The game's title is a reference to Nicklaus' nickname, "Golden Bear." It is the first game in the series that allows the player to play as Jack Nicklaus. The game features six golf courses, all recreations of real courses: Shoal Creek, Muirfield Village, Montecastillo, Sherwood Country Club, Cochise at Desert Mountain, and Nicklaus North in Whistler, British Columbia. In addition to the game's six golf courses, nearly 300 compatible courses from the previous game were also available online when Jack Nicklaus 6 was released. The golf courses featured in the game were designed by Nicklaus in real life. The game also includes a golf course designer.

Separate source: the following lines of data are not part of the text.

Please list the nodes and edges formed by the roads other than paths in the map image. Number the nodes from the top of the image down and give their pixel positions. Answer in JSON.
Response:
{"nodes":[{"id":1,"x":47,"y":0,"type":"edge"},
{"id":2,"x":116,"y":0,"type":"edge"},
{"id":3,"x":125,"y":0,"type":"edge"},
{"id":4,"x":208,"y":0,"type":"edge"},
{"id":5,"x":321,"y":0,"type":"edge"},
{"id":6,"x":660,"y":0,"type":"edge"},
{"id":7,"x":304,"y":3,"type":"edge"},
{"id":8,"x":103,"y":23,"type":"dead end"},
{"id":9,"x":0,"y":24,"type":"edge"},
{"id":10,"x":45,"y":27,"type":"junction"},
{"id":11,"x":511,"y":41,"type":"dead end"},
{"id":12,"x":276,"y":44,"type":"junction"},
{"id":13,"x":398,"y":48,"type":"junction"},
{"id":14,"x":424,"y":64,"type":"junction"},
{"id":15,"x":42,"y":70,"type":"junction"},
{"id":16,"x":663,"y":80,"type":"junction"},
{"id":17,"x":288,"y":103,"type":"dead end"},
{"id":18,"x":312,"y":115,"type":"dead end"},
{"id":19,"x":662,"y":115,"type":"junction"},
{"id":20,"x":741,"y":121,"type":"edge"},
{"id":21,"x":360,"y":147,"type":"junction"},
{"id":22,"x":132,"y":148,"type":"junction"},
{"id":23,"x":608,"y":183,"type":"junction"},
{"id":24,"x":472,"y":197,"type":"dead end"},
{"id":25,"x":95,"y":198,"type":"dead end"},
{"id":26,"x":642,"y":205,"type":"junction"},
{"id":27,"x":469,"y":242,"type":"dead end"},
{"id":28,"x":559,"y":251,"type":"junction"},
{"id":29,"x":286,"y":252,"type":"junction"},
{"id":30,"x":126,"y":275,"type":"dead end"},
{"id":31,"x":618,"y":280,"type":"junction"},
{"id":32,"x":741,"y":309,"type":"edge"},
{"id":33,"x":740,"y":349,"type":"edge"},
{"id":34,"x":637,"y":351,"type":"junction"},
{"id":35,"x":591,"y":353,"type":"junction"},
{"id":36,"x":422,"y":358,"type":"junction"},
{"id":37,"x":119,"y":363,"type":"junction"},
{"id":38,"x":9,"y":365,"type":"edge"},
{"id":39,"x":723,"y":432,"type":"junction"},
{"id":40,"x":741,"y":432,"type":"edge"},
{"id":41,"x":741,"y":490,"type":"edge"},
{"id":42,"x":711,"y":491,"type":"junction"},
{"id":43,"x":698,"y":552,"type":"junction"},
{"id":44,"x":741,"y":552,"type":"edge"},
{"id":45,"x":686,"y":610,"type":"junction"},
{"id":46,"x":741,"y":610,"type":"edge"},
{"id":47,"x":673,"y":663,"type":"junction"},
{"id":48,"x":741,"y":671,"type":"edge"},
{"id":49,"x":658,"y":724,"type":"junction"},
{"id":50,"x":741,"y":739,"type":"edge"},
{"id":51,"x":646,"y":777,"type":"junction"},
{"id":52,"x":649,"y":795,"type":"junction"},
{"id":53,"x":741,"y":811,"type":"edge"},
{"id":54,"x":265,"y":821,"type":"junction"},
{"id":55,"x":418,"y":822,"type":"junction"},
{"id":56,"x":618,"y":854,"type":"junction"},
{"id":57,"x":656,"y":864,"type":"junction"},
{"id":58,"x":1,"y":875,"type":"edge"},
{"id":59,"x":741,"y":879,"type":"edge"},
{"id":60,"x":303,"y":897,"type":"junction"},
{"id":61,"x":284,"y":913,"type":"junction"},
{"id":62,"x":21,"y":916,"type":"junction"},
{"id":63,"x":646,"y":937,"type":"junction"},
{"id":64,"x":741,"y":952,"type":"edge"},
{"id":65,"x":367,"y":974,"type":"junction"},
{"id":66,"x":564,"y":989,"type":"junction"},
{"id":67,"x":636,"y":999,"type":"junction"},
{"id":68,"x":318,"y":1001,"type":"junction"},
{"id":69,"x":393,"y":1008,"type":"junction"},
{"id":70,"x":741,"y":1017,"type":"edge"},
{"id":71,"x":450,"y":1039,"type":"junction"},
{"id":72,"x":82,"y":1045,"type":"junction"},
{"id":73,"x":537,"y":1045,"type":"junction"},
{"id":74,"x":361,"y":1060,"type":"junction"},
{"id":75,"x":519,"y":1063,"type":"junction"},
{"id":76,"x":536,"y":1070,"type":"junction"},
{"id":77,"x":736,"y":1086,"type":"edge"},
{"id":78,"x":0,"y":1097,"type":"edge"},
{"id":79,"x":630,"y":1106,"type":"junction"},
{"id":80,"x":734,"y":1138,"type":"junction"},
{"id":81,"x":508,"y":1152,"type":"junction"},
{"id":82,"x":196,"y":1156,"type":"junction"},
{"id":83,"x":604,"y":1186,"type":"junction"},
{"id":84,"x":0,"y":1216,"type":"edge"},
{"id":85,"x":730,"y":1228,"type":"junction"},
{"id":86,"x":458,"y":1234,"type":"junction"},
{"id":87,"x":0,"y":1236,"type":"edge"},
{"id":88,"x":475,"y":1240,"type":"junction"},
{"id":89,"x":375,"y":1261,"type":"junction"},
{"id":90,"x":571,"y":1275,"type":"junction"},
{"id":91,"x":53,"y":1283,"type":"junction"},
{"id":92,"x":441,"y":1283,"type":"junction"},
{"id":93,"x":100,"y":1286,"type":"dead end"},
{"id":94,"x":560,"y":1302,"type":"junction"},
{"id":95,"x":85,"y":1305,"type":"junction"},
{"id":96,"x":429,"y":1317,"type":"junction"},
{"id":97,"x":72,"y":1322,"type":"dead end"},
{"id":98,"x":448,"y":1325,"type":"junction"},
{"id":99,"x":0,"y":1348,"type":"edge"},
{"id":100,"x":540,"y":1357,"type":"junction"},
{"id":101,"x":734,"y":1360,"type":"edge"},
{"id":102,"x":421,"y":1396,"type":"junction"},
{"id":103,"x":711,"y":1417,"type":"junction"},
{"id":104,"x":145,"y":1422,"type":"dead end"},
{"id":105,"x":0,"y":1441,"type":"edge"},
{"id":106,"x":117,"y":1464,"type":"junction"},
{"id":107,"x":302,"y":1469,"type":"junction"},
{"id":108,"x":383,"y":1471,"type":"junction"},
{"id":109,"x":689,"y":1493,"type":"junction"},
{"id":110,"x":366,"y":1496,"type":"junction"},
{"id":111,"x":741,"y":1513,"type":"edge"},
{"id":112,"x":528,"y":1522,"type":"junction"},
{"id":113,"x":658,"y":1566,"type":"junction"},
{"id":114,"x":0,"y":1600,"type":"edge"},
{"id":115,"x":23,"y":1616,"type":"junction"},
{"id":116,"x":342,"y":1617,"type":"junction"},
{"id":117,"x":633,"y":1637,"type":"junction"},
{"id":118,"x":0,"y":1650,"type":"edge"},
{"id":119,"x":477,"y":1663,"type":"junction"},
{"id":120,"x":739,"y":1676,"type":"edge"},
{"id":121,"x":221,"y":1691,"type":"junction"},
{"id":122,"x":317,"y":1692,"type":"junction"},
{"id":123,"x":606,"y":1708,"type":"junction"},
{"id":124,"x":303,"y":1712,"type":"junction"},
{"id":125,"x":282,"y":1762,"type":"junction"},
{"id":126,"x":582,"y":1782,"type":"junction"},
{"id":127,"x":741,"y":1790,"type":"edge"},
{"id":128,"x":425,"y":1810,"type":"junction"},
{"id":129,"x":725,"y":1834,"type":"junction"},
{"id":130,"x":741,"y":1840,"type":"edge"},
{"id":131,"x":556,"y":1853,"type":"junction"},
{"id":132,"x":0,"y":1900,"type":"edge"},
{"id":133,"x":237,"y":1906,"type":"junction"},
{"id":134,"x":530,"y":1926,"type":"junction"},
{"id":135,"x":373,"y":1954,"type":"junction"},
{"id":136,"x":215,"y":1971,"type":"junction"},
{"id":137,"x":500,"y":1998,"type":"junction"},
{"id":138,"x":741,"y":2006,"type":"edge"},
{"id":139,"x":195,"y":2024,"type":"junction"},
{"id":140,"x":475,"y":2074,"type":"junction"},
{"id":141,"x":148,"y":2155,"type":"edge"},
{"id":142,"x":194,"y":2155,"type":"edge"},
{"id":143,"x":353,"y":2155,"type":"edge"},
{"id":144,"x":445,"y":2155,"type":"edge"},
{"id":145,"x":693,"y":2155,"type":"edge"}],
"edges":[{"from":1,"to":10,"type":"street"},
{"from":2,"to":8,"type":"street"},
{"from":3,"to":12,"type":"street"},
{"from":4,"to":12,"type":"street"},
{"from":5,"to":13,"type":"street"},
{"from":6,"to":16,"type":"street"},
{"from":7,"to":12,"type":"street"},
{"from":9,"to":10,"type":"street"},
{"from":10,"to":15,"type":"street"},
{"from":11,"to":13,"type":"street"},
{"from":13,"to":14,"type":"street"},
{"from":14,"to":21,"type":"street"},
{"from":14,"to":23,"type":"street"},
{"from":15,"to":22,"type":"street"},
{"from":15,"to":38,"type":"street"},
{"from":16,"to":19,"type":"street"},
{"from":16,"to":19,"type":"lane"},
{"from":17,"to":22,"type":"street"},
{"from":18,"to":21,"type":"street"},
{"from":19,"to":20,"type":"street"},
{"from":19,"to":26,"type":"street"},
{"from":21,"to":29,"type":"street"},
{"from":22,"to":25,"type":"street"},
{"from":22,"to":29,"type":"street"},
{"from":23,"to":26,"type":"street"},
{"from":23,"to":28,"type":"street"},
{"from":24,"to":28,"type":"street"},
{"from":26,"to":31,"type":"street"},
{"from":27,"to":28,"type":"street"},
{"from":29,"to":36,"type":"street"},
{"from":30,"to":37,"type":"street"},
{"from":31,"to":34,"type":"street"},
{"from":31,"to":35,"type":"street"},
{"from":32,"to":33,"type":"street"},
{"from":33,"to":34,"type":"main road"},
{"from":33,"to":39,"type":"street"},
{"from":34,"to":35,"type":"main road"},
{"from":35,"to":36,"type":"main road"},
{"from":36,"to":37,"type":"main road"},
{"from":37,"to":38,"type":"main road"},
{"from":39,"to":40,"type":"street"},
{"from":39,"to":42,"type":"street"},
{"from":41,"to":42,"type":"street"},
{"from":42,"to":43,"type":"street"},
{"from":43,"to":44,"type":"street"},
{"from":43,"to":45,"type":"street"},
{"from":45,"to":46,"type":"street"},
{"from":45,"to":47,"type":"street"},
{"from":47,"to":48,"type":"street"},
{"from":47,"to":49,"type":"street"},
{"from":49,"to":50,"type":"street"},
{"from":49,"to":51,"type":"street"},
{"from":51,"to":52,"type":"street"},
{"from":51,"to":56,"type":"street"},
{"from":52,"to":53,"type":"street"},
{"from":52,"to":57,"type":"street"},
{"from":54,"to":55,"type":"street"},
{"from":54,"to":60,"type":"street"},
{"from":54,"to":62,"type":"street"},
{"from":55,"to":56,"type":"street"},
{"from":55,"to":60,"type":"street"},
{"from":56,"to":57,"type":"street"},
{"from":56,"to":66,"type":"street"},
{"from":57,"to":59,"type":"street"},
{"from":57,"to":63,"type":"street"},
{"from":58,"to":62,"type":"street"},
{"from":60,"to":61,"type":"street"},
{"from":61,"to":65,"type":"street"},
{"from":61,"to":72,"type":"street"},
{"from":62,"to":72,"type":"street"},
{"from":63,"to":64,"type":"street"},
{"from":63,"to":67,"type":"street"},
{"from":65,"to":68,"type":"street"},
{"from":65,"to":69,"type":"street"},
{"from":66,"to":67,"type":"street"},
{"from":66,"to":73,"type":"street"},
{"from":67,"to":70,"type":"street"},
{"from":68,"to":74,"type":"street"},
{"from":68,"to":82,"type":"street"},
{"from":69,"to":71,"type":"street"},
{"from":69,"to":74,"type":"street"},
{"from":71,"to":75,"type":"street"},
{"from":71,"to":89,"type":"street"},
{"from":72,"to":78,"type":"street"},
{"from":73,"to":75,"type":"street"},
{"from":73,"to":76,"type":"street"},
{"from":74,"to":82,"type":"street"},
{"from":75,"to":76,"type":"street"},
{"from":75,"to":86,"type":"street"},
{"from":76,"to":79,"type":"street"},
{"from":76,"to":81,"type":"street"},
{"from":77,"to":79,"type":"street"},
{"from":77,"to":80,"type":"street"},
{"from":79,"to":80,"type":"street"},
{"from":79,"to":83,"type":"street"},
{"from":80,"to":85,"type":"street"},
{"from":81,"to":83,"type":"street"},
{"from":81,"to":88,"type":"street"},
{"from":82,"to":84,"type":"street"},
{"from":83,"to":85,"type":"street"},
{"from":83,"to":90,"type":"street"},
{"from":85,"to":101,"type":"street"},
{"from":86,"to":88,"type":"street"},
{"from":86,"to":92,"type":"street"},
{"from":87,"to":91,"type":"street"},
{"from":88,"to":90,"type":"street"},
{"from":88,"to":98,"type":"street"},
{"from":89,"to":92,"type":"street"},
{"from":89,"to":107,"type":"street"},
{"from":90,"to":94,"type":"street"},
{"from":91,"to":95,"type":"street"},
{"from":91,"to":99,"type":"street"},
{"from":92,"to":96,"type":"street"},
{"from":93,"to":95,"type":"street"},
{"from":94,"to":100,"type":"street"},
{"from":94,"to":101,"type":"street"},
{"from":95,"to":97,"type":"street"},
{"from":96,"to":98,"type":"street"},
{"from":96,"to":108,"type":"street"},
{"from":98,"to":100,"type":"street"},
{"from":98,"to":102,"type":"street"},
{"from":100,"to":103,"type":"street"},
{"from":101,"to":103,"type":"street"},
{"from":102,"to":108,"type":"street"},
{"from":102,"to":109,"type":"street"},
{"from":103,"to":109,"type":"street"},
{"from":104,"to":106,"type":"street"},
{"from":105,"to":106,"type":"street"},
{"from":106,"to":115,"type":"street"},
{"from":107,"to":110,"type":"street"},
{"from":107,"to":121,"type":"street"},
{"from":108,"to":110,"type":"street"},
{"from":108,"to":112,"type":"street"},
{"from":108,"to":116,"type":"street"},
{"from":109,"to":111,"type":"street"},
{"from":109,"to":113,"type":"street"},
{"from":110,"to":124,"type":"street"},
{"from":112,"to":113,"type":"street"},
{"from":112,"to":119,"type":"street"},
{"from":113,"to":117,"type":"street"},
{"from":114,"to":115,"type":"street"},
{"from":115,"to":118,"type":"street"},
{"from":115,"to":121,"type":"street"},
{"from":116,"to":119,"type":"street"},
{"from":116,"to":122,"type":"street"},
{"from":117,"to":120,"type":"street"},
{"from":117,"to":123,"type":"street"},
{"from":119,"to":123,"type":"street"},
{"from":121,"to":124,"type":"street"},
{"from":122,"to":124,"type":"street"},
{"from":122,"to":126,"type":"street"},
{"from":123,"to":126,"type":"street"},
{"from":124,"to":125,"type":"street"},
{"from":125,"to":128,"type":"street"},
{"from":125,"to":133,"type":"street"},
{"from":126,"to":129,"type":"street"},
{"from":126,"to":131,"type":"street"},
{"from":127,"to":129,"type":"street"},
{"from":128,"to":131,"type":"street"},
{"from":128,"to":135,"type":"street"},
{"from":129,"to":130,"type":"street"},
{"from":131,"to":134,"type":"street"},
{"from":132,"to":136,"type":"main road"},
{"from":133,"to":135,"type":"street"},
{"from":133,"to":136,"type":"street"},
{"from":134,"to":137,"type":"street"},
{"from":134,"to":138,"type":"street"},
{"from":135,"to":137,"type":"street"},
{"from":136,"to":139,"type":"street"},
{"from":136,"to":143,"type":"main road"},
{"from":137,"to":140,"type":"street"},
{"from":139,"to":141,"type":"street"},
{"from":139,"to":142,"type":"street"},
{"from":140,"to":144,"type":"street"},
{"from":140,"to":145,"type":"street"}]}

===Jack Nicklaus Perfect Golf (2016)===
Jack Nicklaus Perfect Golf was developed by Perfect Parallel, and was released for Linux, macOS and Microsoft Windows through Steam in 2016. Perfect Parallel was primarily a golf services company, and it previously released the game as Perfect Golf in January 2015, through Early Access on Steam, before releasing Jack Nicklaus Perfect Golf on Steam on May 3, 2016. Jack Nicklaus Perfect Golf featured 12 courses upon its release, including the real Bethesda Country Club in Bethesda, Maryland. The game features 20 game modes, including match, skins, stroke, better ball, foursome, and scramble. The game also includes a multiplayer option. At the time of its release, there were plans to eventually allow players to create their own modes, which could also be shared with others.

Polygon described the game's 2016 release as "a strangely low-key launch" considering it was "a sports title with such a big name attached to it." A course of Jack Nicklaus' Muirfield Village was released for the game in June 2016. Other real-life courses had been created by the company and were expected to be added into the game later in the year. The company expected to release the game for Xbox One by the end of 2016, and discussions were also held about releasing it for PlayStation 4. However, as of 2025, the game was not released on Xbox or Playstation, while the Steam version has been renamed as simply Perfect Golf, presumably for licensing reasons.